Is 0.100 the minimal version that works for v1 and v2? If so I'd be very cautious, it is only out 2 months ago.

Bumping the upper bound should be fine. I think what we want to do here is

  • Bump upper bound of fastapi
  • Pin pydantic<2.0 - because installing latest fastapi will upgrade pydantic and kedro-viz will crash immediately.

I have tested this locally and it works, so this is something that we could already do now (it's only half of what this PR/issue request tho).

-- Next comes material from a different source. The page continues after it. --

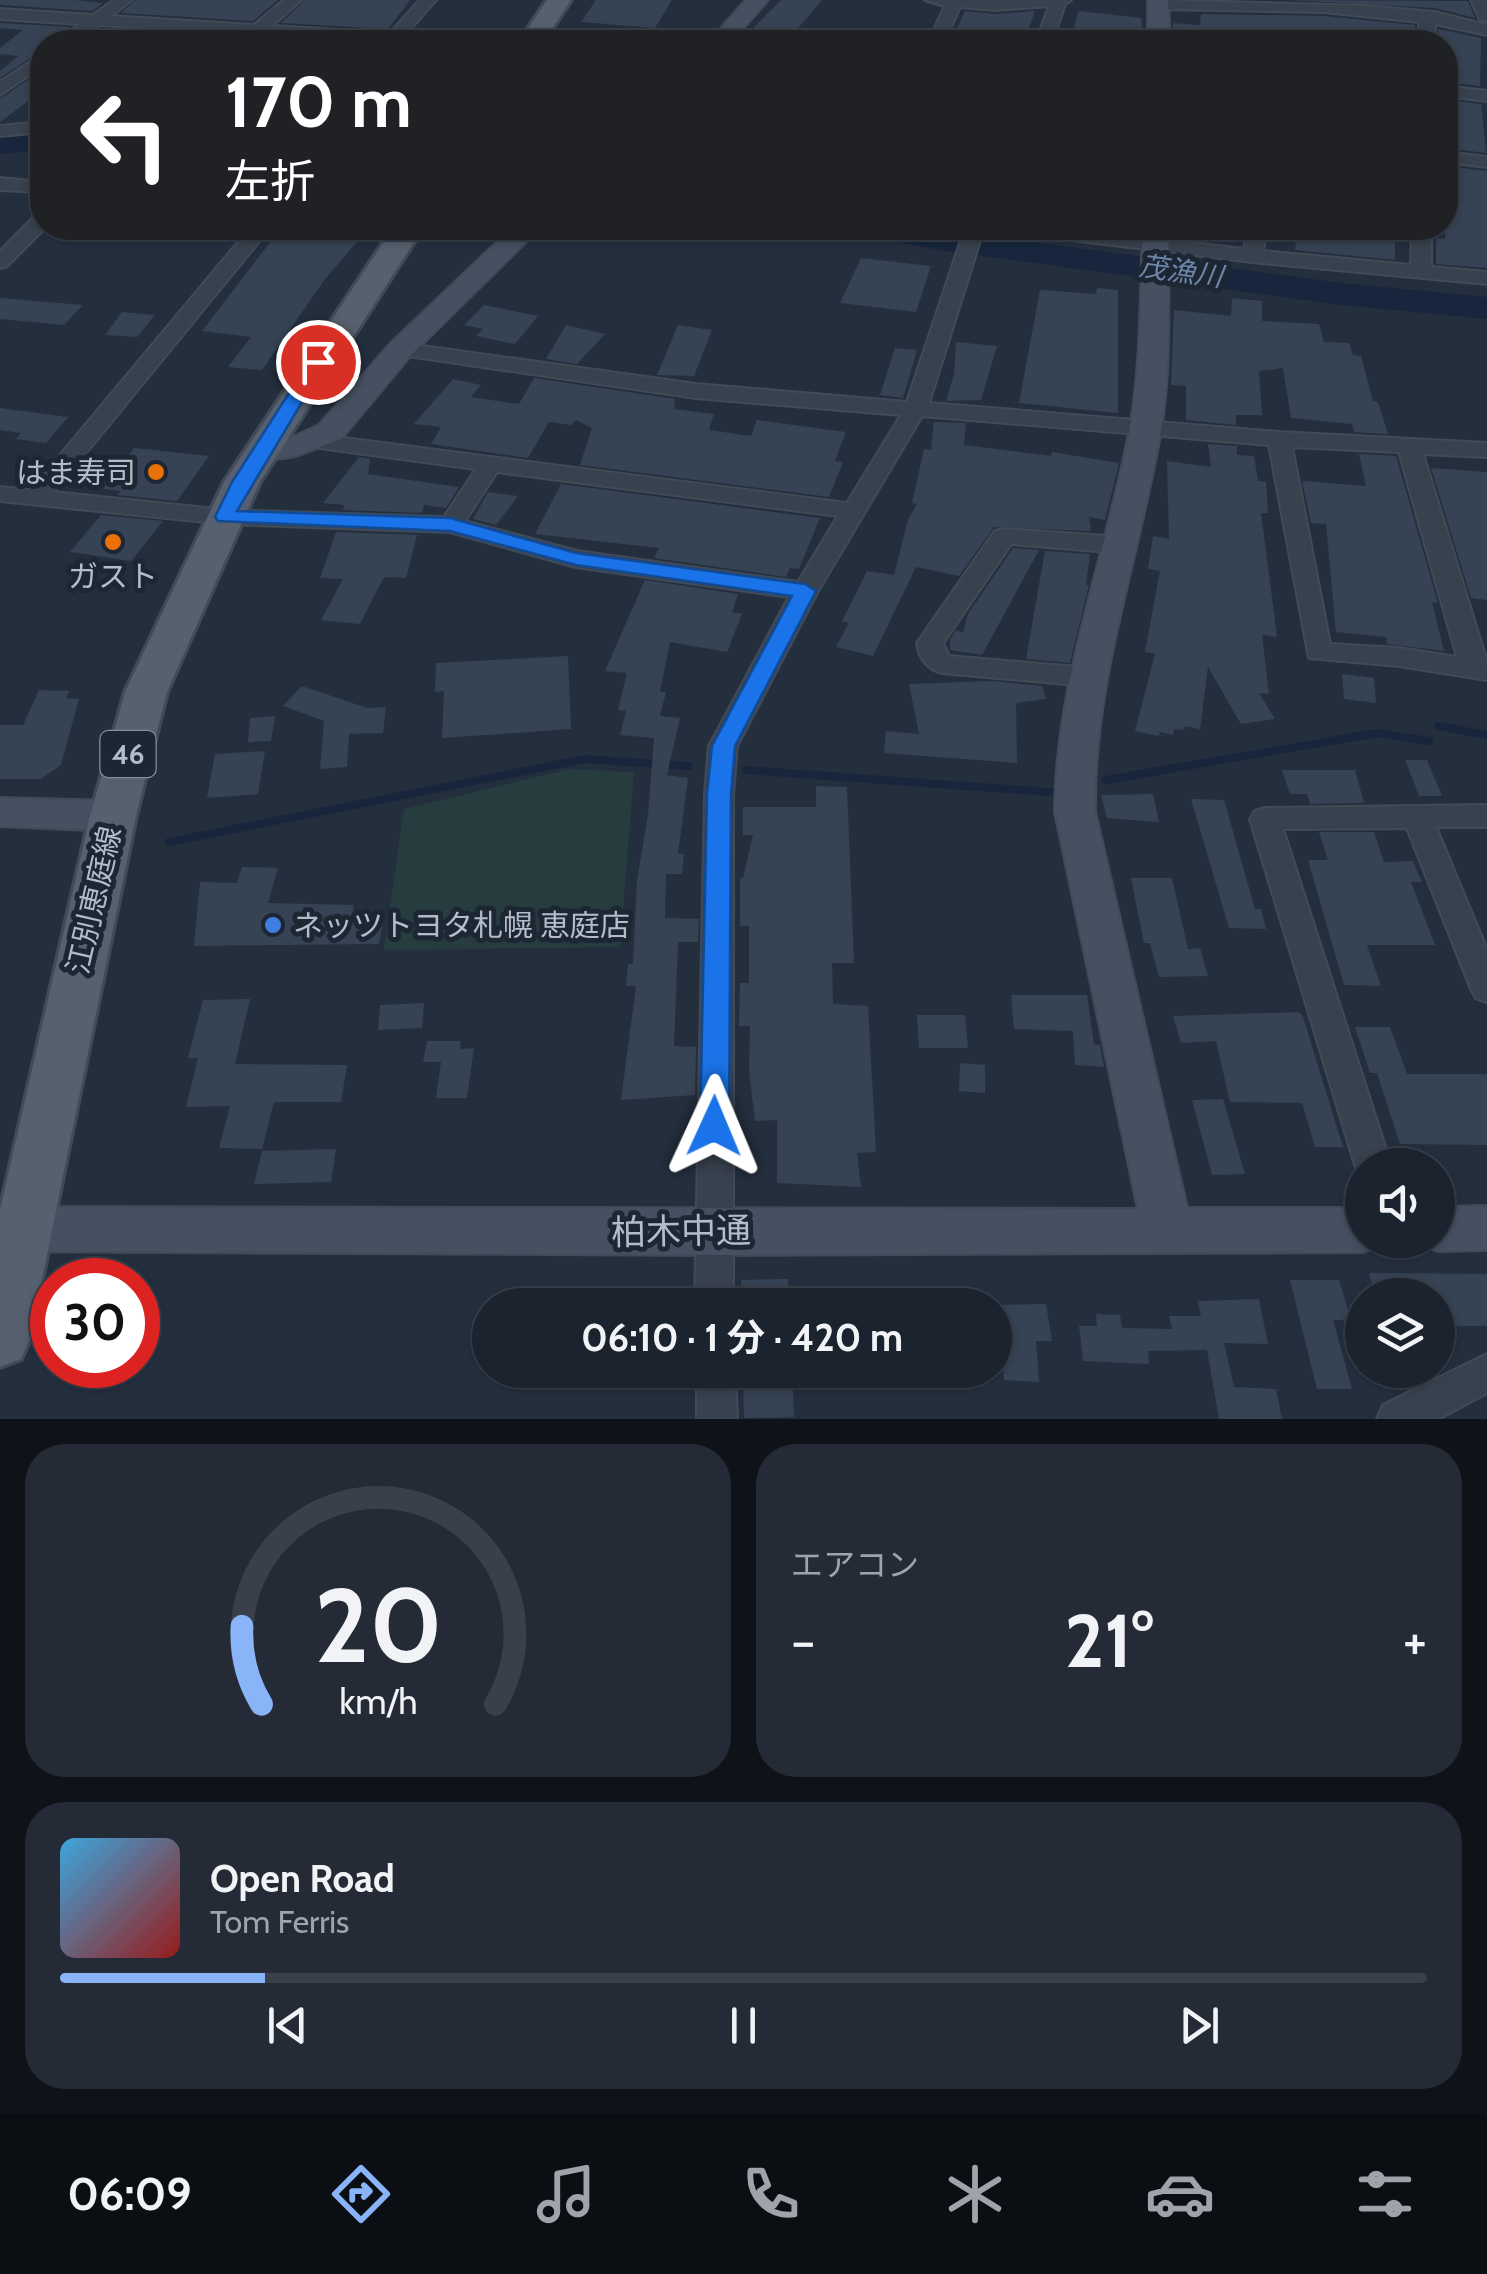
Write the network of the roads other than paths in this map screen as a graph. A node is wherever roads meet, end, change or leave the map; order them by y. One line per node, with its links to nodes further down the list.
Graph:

In most cases, the performance gain for kedro-viz are not meaningful. If you need to run kedro-viz, it's better to have a separate environment to run this application, I think this is acceptable as often application has it own Docker, you don't need the same dependency to run Kedro and visualise them. (It would be nice, but I think kedro/kedro-viz users base is much larger than Kedro/Fastapi users, it's not worth to break it).

Although I guess it's often straightforward to migrate 🤷
I am also very cautious about this, many libraries will lag behind and takes some time to catch up. While it's nice to support V2, we should not give up V1 user.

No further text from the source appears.